-- Opening Marker --
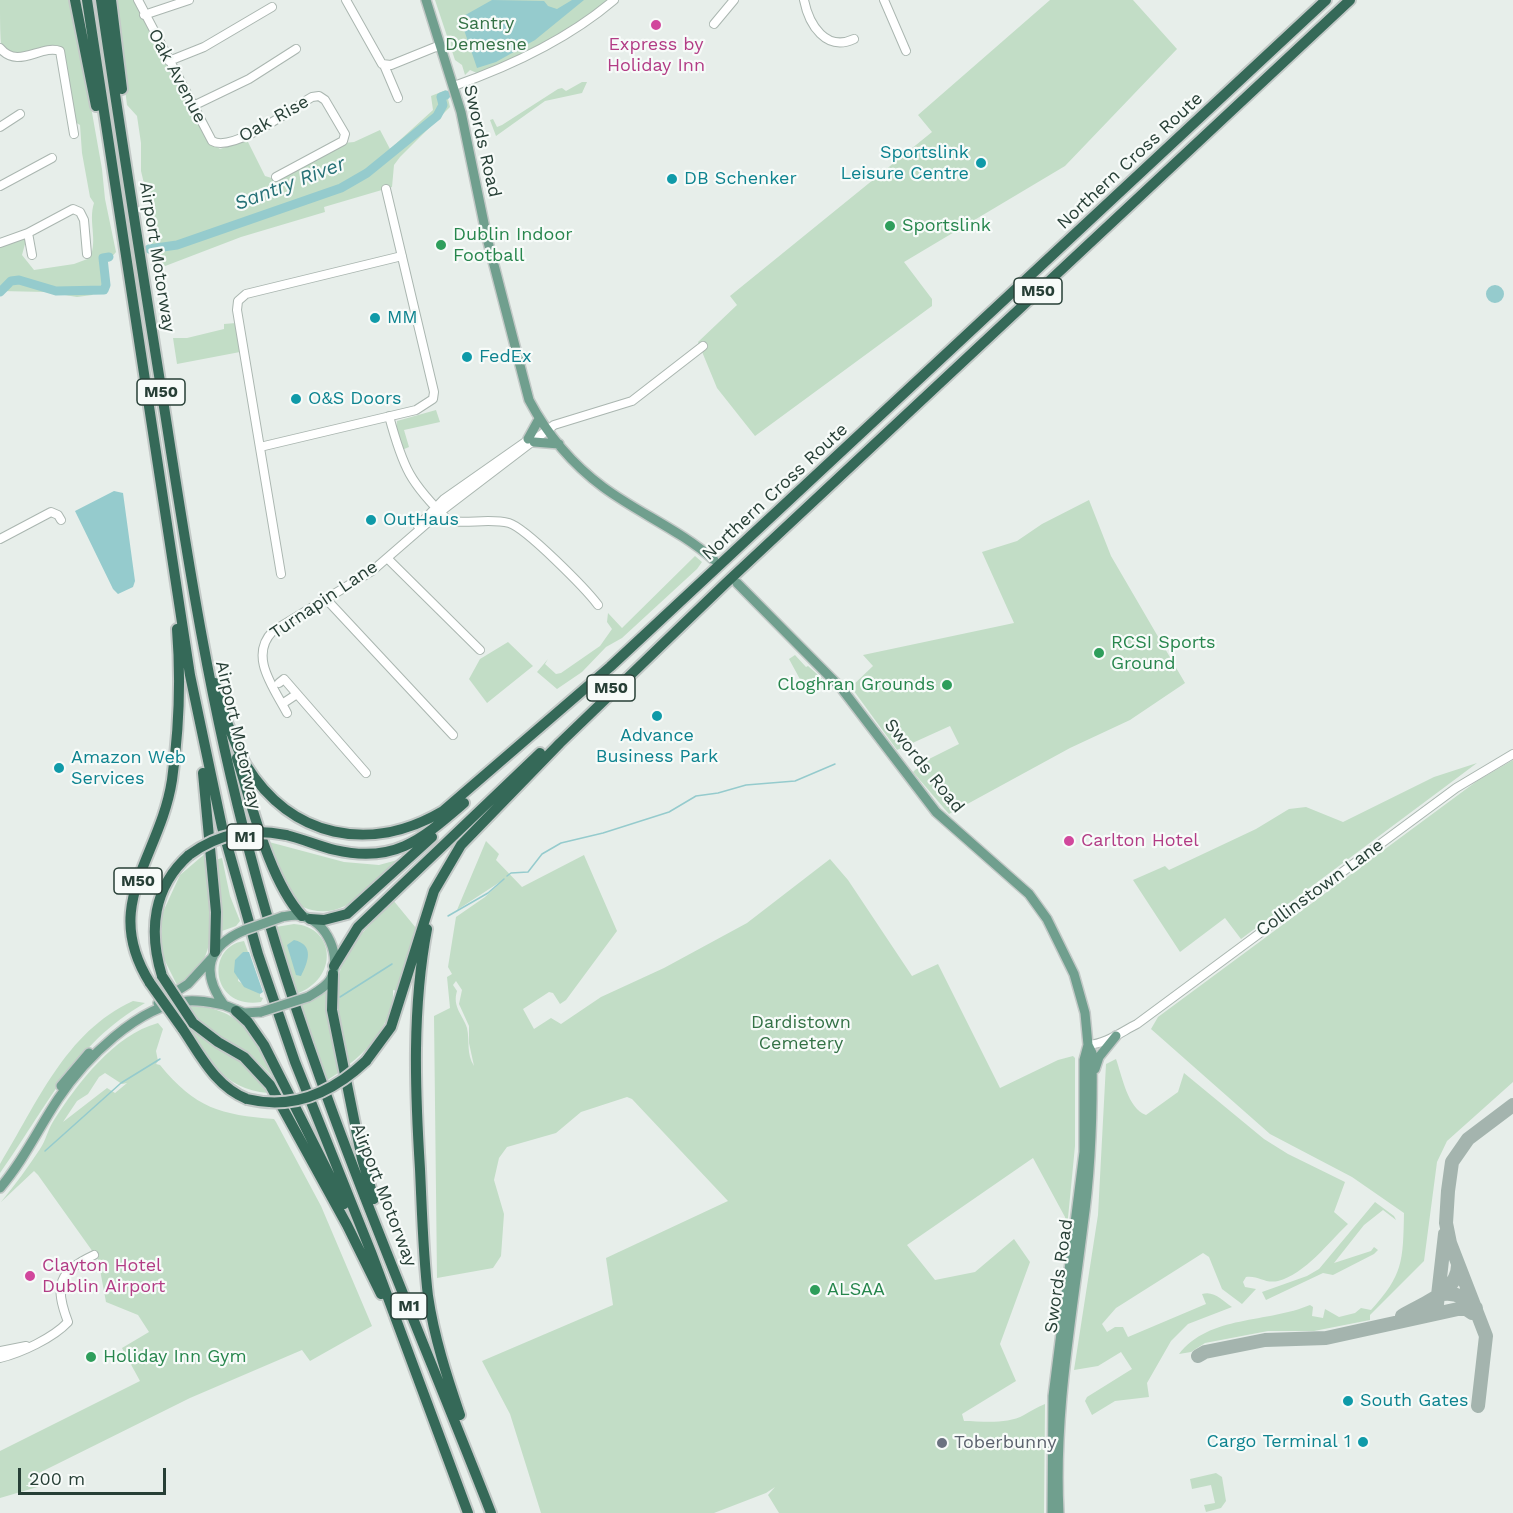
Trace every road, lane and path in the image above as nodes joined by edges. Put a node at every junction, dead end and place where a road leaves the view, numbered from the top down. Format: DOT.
graph roads {
  1 [pos="75,0"];
  2 [pos="87,0"];
  3 [pos="101,0"];
  4 [pos="111,0"];
  5 [pos="138,0"];
  6 [pos="189,0"];
  7 [pos="346,0"];
  8 [pos="426,0"];
  9 [pos="614,0"];
  10 [pos="734,0"];
  11 [pos="804,0"];
  12 [pos="884,0"];
  13 [pos="1326,0"];
  14 [pos="1350,0"];
  15 [pos="272,7"];
  16 [pos="144,15"];
  17 [pos="714,24"];
  18 [pos="854,39"];
  19 [pos="438,46"];
  20 [pos="0,48"];
  21 [pos="296,49"];
  22 [pos="906,51"];
  23 [pos="169,61"];
  24 [pos="384,65"];
  25 [pos="454,86"];
  26 [pos="398,98"];
  27 [pos="193,106"];
  28 [pos="20,114"];
  29 [pos="0,127"];
  30 [pos="75,129"];
  31 [pos="222,146"];
  32 [pos="110,152"];
  33 [pos="124,154"];
  34 [pos="52,158"];
  35 [pos="276,177"];
  36 [pos="0,186"];
  37 [pos="386,189"];
  38 [pos="28,233"];
  39 [pos="0,243"];
  40 [pos="87,254"];
  41 [pos="33,255"];
  42 [pos="402,256"];
  43 [pos="703,346"];
  44 [pos="389,416"];
  45 [pos="539,419"];
  46 [pos="537,437"];
  47 [pos="559,444"];
  48 [pos="260,447"];
  49 [pos="437,509"];
  50 [pos="61,520"];
  51 [pos="0,539"];
  52 [pos="387,558"];
  53 [pos="714,560"];
  54 [pos="172,564"];
  55 [pos="281,574"];
  56 [pos="191,583"];
  57 [pos="732,583"];
  58 [pos="327,600"];
  59 [pos="598,605"];
  60 [pos="480,650"];
  61 [pos="609,667"];
  62 [pos="190,675"];
  63 [pos="279,683"];
  64 [pos="297,694"];
  65 [pos="282,704"];
  66 [pos="287,713"];
  67 [pos="225,718"];
  68 [pos="453,735"];
  69 [pos="1513,754"];
  70 [pos="366,773"];
  71 [pos="471,797"];
  72 [pos="474,832"];
  73 [pos="306,917"];
  74 [pos="213,956"];
  75 [pos="334,970"];
  76 [pos="224,1005"];
  77 [pos="236,1011"];
  78 [pos="1131,1027"];
  79 [pos="1116,1036"];
  80 [pos="1088,1045"];
  81 [pos="1092,1077"];
  82 [pos="0,1179"];
  83 [pos="0,1188"];
  84 [pos="94,1255"];
  85 [pos="402,1287"];
  86 [pos="391,1305"];
  87 [pos="28,1346"];
  88 [pos="406,1349"];
  89 [pos="0,1351"];
  90 [pos="0,1358"];
  91 [pos="468,1513"];
  92 [pos="492,1513"];
  93 [pos="1052,1513"];
  94 [pos="1059,1513"];
  1 -- 32 [label="highway"];
  2 -- 32 [label="highway, Airport Motorway / M50"];
  3 -- 33 [label="highway, Airport Motorway / M50"];
  4 -- 33 [label="highway"];
  5 -- 16 [label="street, Oak Avenue"];
  6 -- 16 [label="street"];
  7 -- 24 [label="street"];
  8 -- 19 [label="main road, Swords Road"];
  9 -- 25 [label="street"];
  10 -- 17 [label="street"];
  11 -- 18 [label="street"];
  12 -- 22 [label="street"];
  13 -- 61 [label="highway, Northern Cross Route / M50"];
  14 -- 57 [label="highway, Northern Cross Route / M50"];
  15 -- 23 [label="street"];
  16 -- 23 [label="street, Oak Avenue"];
  19 -- 24 [label="street"];
  19 -- 25 [label="main road, Swords Road"];
  20 -- 30 [label="street"];
  21 -- 27 [label="street"];
  23 -- 27 [label="street, Oak Avenue"];
  24 -- 26 [label="street"];
  25 -- 45 [label="main road, Swords Road"];
  27 -- 31 [label="street, Oak Avenue"];
  28 -- 29 [label="street"];
  31 -- 35 [label="street, Oak Rise"];
  32 -- 54 [label="highway, Airport Motorway / M50"];
  33 -- 56 [label="highway, Airport Motorway / M50"];
  34 -- 36 [label="street"];
  37 -- 42 [label="street"];
  38 -- 39 [label="street"];
  38 -- 40 [label="street"];
  38 -- 41 [label="street"];
  42 -- 44 [label="street"];
  42 -- 48 [label="street"];
  43 -- 46 [label="street, Turnapin Lane"];
  44 -- 48 [label="street"];
  44 -- 49 [label="street"];
  45 -- 46 [label="main road, Swords Road"];
  45 -- 46 [label="main road"];
  46 -- 47 [label="main road, Swords Road"];
  46 -- 47 [label="main road"];
  46 -- 49 [label="street, Turnapin Lane"];
  47 -- 53 [label="main road, Swords Road"];
  48 -- 55 [label="street"];
  49 -- 52 [label="street, Turnapin Lane"];
  49 -- 59 [label="street"];
  50 -- 51 [label="street"];
  52 -- 58 [label="street, Turnapin Lane"];
  52 -- 60 [label="street"];
  54 -- 62 [label="highway, Airport Motorway / M1"];
  54 -- 72 [label="highway, M50, bridge"];
  56 -- 67 [label="highway, M50"];
  56 -- 85 [label="highway, Airport Motorway / M1"];
  57 -- 72 [label="highway, M50"];
  57 -- 75 [label="highway, M50"];
  57 -- 80 [label="main road, Swords Road"];
  58 -- 65 [label="street, Turnapin Lane"];
  58 -- 68 [label="street"];
  61 -- 67 [label="highway, Northern Cross Route / M50"];
  61 -- 71 [label="highway, M50"];
  62 -- 74 [label="highway"];
  62 -- 86 [label="highway, Airport Motorway / M1"];
  63 -- 64 [label="street"];
  64 -- 65 [label="street"];
  64 -- 70 [label="street"];
  65 -- 66 [label="street, Turnapin Lane"];
  67 -- 73 [label="highway"];
  69 -- 78 [label="street, Collinstown Lane"];
  71 -- 73 [label="highway, M50"];
  71 -- 88 [label="highway, bridge"];
  72 -- 92 [label="highway, M1"];
  73 -- 74 [label="main road, bridge"];
  73 -- 75 [label="main road"];
  74 -- 76 [label="main road"];
  74 -- 82 [label="main road"];
  75 -- 77 [label="main road, bridge"];
  75 -- 85 [label="highway"];
  76 -- 77 [label="main road"];
  76 -- 83 [label="main road"];
  77 -- 86 [label="highway"];
  78 -- 79 [label="street, Collinstown Lane"];
  78 -- 80 [label="street, Collinstown Lane"];
  79 -- 80 [label="street, Collinstown Lane"];
  79 -- 81 [label="main road"];
  80 -- 81 [label="main road, Swords Road"];
  80 -- 93 [label="main road, Swords Road"];
  81 -- 94 [label="main road, Swords Road"];
  84 -- 87 [label="street"];
  85 -- 92 [label="highway, Airport Motorway / M1"];
  86 -- 88 [label="highway, Airport Motorway / M1"];
  87 -- 89 [label="street"];
  87 -- 90 [label="street"];
  88 -- 91 [label="highway, Airport Motorway / M1"];
}
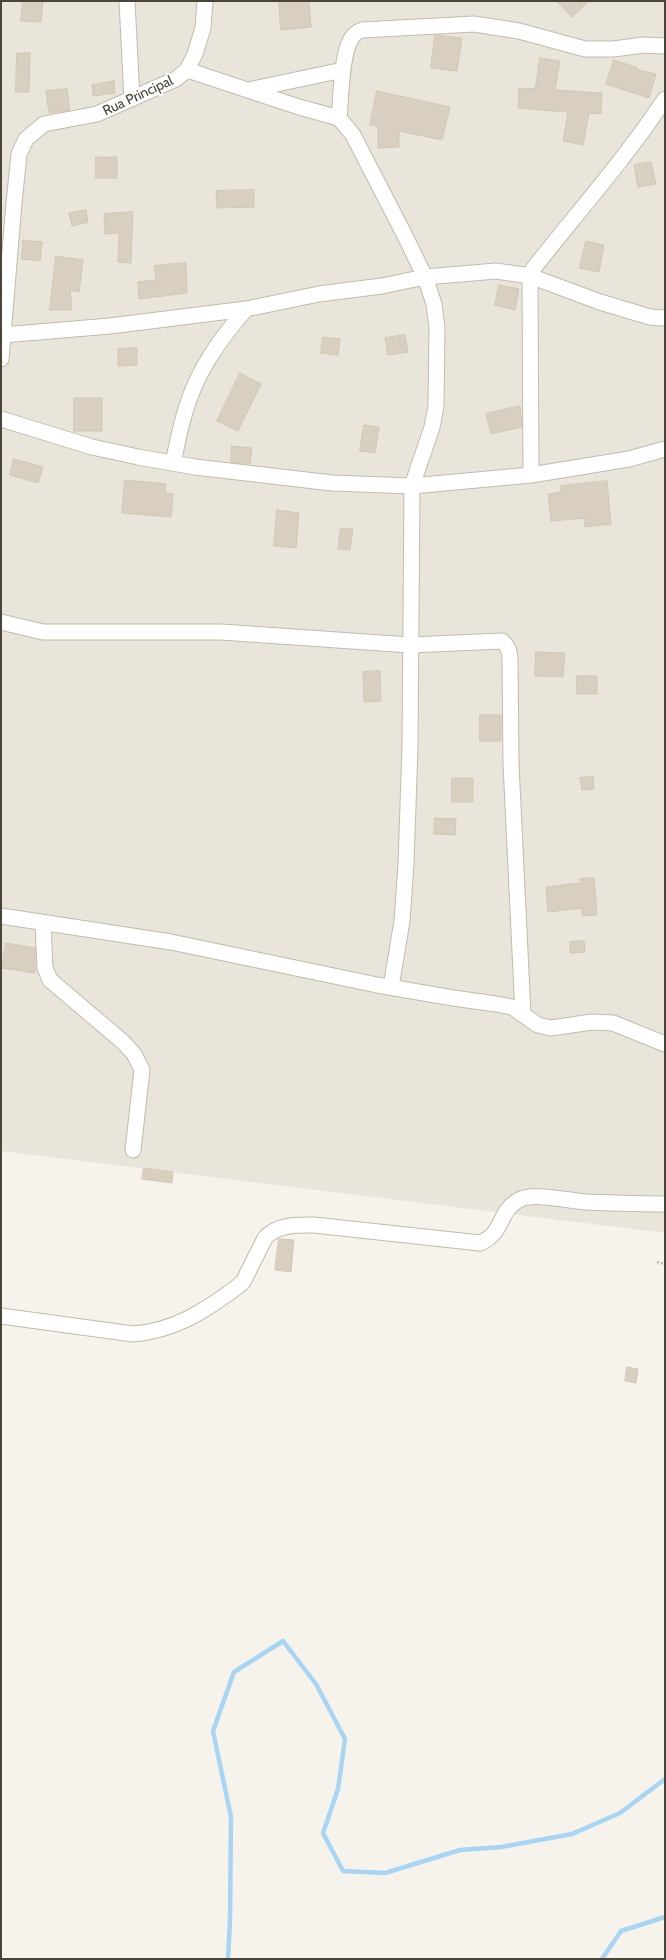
-- Closing Marker --
WHAT YOU SHOULD DO: Scan the data above for the word "Cross", then copy every line that holds it.

RESPONSE BELOW:
  13 -- 61 [label="highway, Northern Cross Route / M50"];
  14 -- 57 [label="highway, Northern Cross Route / M50"];
  61 -- 67 [label="highway, Northern Cross Route / M50"];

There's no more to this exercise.